How would you react if someone concludes in the following way: 'The atmospheric scientist was not wrong to withhold the information from the public; she wisely foresaw the danger that it would be deployed in misleading ways and attempted to do her bit for the promotion of public freedom'.
This is not a scenario invented by myself, but by the philosopher of science Philip Kitcher, recounted in a review of his book by Mark Brown. (Science in a Democratic Society, Prometheus Books, Amherst, New York, 2011; review article by Mark Brown, published in Minerva (51:389–397; DOI 10.1007/s11024-013-9233-y). As Brown points out, Kitcher is a leading figure in the philosophy of science and has written, inter alia, Science, Truth, and Democracy.
In my view this comment exemplifies a problematic attitude not only in climate science but in the social sciences as well. The good cause which allegedly motivates much of the research puts the researcher in a special position. It allows them to dispense with essential standards of professional conduct. It is perhaps not remarkable that we see a 'leading figure' in the philosophy of science defend questionable practices which have been modelled (not by accident I suppose) after the famous climategate affair.

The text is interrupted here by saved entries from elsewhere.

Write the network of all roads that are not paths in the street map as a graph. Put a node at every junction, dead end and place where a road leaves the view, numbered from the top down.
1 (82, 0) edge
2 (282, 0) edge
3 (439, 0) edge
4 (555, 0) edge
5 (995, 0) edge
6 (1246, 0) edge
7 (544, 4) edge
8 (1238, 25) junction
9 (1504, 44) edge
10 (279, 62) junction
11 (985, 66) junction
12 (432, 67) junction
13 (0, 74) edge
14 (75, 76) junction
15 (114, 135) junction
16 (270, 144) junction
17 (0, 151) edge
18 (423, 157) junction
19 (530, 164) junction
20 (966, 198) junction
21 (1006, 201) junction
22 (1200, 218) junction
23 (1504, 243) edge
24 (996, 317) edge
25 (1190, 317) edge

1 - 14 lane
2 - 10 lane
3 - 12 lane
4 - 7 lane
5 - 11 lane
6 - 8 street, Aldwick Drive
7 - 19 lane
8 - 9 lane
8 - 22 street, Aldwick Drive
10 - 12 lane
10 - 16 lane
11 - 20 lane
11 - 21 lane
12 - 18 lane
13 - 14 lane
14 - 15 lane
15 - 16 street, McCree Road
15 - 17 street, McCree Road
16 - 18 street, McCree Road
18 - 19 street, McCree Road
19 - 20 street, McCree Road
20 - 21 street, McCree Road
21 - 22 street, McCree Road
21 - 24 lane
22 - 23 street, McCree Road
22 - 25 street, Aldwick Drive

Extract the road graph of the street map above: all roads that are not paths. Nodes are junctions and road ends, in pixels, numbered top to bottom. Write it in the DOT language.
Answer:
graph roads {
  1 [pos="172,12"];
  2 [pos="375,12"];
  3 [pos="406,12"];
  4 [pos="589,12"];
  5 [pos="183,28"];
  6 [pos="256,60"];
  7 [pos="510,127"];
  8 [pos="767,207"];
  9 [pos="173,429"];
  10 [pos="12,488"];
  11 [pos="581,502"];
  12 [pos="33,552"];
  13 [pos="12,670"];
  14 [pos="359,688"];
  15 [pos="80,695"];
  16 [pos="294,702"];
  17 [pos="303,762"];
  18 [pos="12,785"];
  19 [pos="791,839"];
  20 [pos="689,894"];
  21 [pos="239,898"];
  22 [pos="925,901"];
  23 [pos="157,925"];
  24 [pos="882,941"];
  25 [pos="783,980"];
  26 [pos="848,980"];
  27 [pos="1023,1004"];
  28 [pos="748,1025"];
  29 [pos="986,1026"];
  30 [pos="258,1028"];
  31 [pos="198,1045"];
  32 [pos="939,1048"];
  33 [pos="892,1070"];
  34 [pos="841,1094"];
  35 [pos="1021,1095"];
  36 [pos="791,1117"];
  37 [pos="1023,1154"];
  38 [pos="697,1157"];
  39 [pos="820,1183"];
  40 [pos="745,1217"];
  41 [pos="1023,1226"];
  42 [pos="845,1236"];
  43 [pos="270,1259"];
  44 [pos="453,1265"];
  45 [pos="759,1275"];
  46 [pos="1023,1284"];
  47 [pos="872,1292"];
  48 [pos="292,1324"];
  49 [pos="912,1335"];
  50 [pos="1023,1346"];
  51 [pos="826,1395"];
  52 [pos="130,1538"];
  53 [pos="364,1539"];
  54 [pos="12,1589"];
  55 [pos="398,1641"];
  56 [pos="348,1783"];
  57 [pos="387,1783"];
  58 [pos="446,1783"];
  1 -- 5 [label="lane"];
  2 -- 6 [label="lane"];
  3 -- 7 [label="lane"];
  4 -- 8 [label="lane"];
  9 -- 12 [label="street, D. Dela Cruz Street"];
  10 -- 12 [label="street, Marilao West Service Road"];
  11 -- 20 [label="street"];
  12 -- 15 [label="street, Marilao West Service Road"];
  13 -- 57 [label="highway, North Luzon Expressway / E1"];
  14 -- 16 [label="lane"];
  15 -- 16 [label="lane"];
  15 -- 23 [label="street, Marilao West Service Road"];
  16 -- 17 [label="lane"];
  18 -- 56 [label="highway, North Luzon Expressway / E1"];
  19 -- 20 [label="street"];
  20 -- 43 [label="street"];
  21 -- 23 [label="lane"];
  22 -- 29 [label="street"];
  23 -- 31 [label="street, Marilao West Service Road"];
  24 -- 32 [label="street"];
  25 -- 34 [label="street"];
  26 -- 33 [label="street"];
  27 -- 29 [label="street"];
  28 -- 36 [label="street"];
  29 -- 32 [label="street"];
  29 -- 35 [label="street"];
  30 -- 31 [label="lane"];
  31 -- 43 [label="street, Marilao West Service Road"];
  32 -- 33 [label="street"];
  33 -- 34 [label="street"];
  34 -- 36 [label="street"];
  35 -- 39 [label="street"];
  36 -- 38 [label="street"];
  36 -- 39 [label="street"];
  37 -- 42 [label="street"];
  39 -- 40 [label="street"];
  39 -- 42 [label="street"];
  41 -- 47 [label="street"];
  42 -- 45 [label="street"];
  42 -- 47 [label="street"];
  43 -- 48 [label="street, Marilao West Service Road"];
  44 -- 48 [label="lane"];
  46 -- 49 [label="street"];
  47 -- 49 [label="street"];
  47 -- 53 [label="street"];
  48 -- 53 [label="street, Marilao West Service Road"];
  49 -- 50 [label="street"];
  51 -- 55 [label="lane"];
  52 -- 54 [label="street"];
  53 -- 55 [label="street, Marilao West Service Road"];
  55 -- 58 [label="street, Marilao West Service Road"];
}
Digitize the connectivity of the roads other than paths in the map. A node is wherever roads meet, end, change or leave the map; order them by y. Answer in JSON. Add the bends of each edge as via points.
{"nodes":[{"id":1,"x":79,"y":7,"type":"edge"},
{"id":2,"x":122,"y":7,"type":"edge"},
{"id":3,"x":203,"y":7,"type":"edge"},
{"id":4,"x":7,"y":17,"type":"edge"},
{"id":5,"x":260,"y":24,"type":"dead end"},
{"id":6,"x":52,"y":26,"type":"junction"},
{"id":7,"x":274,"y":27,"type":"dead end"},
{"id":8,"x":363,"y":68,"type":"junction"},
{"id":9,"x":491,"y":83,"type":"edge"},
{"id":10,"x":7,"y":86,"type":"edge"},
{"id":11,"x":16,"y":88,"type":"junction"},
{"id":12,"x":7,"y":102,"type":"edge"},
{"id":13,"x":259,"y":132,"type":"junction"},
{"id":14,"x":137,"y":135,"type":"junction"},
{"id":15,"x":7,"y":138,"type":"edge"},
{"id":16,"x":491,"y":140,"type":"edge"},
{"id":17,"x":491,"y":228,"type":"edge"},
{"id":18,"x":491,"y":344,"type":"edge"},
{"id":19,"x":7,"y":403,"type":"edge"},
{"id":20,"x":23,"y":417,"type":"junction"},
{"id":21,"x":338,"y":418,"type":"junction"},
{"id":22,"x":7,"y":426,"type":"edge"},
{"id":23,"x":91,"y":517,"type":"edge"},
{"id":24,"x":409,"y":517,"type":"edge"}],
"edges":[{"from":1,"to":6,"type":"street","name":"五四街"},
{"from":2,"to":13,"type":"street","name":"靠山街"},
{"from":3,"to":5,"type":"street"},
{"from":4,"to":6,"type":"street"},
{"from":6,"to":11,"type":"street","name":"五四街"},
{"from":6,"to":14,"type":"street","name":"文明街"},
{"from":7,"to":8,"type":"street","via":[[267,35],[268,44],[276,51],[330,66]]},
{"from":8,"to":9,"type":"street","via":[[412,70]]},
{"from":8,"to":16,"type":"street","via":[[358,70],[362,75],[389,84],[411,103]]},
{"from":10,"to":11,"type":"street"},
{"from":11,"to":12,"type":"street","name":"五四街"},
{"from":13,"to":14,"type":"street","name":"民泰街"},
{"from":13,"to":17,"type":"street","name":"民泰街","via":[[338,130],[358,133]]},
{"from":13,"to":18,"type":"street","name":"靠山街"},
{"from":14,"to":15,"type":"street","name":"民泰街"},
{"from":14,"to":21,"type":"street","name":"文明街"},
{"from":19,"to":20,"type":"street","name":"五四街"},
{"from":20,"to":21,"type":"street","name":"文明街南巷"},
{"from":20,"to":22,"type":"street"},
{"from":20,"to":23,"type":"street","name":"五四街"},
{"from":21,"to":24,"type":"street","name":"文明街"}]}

The risks for the credibility of science (no matter which branch or discipline) are clear. Anyone who comes across such commentary will take this as confirmation that science can be twisted according to the will of scientists (or elites); that science is constructed (in the vulgar sense of being 'made up' and 'fake'); and that scientists preserve the prerogative of making judgements which data are for public consumption and which are not.
As I pointed out in a recent talk (http://www.ichstm2013.com/) motivated reasoning (Leiserowitz et al) is a problem for scientists. It affects scientists as it does other groups in society, although it is often pretended that scientists somehow escape this predicament. The above comment from Kitcher ('the atmospheric scientists was not wrong to withhold the information from the public') is a powerful illustration of social scientists falling into the trap of motivated reasoning, justifying the questionable professional standards through recourse to alleged higher ethical standards.
Scientists will only be able to command trust in society if they follow basic professional standards. Prime among them is to publish the results of their research, no matter if they support a desirable storyline or not.
The fact that eminent philosophers of science have been recruited (or self-enlisted) by a dominant discourse eager to push a specific narrative is worrisome, albeit not surprising.